Many advisors are diverted by operations such as financial management, compliance and human resources, and find they no longer have time to focus on rainmaking activities that helped propel growth in the past.
If you are working with clients and developing new business on a part-time basis, it may be time to give up some of the day-to-day aspects of running the business. Advisory firms with professional management grow at a faster rate than those without it, industry data show.
3. You can no longer manage your employees effectively.
Are you no longer able to keep track of all of your employees? Then it’s time to bring someone on board who has experience and a proven track record of managing people.
It’s vital to check on each employee periodically and give them individual attention. Yet most owners I have met tell me pointedly that they “didn’t get into the business to manage people.” They complain that managing their employees day-to-day overwhelms them.
So I tell them it is time to invest in hiring someone who can give their employees the direct coaching and guidance they need.
4. Your mistakes impact clients.
When you and your employees are stretched for time, your quality of work will begin to suffer. Because you can’t fully focus, costly mistakes will be made.
I had a founder come to me exasperated and dismayed that an employee’s trading error had cost him one of his best clients.
The best time to hire an operations manager is before you undertake something major — whether it’s a strategic initiative, such as investing in new CRM technology or switching to a new custodian, or starting your next phase of growth by adding a new advisor or merging with another firm.
5. Someone else can do it better.
It comes down to knowing what you do best and what someone else could do better.
As the leader of a company, you most likely need to focus on the strategic aspects of your business by spending time with top clients and generating new business. Offload the rest by bringing on someone who will not only maintain but actually enhance your day-to-day operations.
Most firms find that, once they hit the $500,000 to $1 million revenue mark, they have need of a full-time operations manager to run their day-to-day activities.
At larger firms, with $1 million to $2 million in revenue, this role should evolve to that of a chief operations officer, who is responsible for all of the firm’s major functions: finances, risk management, compliance, human resources, client-service administration, sales, marketing and technology. The COO directs, administers and coordinates the firm’s activities in accordance with its policies and goals, and is typically a partner at the firm or on the partnership track.
There are three ways to fill this role: The first is for one of the firm’s current owners to take it on and drop his client-facing role.
We see firms opt for this approach frequently, with mixed results. It is very difficult for an owner to give up managing clients and growing the business, and that person is not always the best-qualified to run the business. When a qualified manager is 100% dedicated to the role, the results are always better.
The second option is to promote someone qualified from within the firm. More often, it is easier to promote a manager from within than to bring in someone from the outside.

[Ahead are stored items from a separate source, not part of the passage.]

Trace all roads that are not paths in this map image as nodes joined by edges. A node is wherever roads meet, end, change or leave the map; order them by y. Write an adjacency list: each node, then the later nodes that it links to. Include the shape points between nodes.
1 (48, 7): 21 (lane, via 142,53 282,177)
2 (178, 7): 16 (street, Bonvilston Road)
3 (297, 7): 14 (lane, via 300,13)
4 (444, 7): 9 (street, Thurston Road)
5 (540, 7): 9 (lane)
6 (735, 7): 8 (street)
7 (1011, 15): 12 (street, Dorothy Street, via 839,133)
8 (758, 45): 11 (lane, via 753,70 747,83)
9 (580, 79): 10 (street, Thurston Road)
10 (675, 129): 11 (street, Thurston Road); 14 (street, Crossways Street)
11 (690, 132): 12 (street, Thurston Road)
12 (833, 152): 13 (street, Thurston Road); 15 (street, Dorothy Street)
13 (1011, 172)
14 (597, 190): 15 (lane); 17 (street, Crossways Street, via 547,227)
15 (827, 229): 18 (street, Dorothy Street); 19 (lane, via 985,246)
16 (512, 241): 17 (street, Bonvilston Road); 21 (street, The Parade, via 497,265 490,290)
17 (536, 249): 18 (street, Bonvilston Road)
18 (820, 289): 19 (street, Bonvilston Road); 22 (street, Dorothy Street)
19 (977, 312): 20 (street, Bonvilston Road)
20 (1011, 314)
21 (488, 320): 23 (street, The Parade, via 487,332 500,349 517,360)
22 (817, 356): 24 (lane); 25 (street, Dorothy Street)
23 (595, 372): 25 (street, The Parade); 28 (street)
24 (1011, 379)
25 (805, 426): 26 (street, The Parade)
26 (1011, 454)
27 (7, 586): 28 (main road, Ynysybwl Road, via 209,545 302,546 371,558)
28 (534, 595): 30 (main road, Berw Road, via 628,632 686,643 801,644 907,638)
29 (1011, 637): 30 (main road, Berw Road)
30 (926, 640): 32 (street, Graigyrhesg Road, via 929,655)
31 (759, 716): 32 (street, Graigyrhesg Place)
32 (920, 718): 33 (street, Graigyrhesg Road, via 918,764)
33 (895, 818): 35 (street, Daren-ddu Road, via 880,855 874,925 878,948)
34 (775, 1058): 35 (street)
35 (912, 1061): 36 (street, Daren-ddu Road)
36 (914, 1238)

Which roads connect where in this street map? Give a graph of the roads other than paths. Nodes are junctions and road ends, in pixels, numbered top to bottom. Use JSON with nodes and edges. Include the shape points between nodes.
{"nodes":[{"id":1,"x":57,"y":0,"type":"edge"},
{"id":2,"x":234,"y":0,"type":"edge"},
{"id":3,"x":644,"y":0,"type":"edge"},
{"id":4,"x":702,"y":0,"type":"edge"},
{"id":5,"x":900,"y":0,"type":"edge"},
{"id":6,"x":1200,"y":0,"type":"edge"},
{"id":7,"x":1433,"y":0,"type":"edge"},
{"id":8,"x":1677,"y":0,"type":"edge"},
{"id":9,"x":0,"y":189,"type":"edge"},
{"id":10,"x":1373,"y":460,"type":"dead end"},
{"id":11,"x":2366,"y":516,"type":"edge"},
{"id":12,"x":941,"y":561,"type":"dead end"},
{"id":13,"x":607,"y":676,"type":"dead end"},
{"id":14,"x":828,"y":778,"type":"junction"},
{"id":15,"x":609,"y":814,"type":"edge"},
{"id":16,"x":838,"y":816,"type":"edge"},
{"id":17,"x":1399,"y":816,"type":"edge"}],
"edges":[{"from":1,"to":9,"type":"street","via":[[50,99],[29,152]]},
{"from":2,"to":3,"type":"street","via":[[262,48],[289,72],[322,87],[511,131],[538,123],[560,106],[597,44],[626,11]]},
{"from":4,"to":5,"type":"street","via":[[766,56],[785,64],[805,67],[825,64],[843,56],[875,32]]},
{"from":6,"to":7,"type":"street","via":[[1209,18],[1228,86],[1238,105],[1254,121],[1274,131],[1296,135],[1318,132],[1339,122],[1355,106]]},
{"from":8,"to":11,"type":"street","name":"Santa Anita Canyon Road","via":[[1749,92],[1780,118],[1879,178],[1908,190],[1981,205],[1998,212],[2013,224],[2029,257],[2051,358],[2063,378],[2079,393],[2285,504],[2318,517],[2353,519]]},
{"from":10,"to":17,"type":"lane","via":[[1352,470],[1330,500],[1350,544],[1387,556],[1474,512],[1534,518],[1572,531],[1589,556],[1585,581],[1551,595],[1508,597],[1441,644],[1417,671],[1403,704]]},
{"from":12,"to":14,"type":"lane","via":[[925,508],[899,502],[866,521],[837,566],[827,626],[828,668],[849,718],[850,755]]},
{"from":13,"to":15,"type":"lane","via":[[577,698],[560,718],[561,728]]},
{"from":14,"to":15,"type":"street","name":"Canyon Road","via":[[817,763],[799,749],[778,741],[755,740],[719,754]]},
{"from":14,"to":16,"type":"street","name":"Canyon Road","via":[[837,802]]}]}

Promoting from within also helps ensure that your firm’s culture remains strong and provides a career path for those on the operational side of the business.
The third way is to hire a professional from outside the firm. This route seems to work best for larger firms, which have more-specialized roles and longer-tenured employees.
A larger, more experienced team makes it possible for an outside recruit to transition over time into the role, as the team is less dependent on the new hire for specific knowledge and industry background. But the key to successfully hiring someone from the outside is finding a candidate who is in sync with your firm’s culture and values.
However, none of these approaches will be successful if the firm’s owners aren’t willing to relinquish some authority and cede a measure of control to the new manager. He or she needs to be empowered in the role, and given the freedom to work creatively, unfettered by too many rules.
Set your new manager up for success by showing the rest of your staff that you are delegating real responsibility. Then take advantage of having someone in that role by refocusing your efforts on servicing clients and growing the business.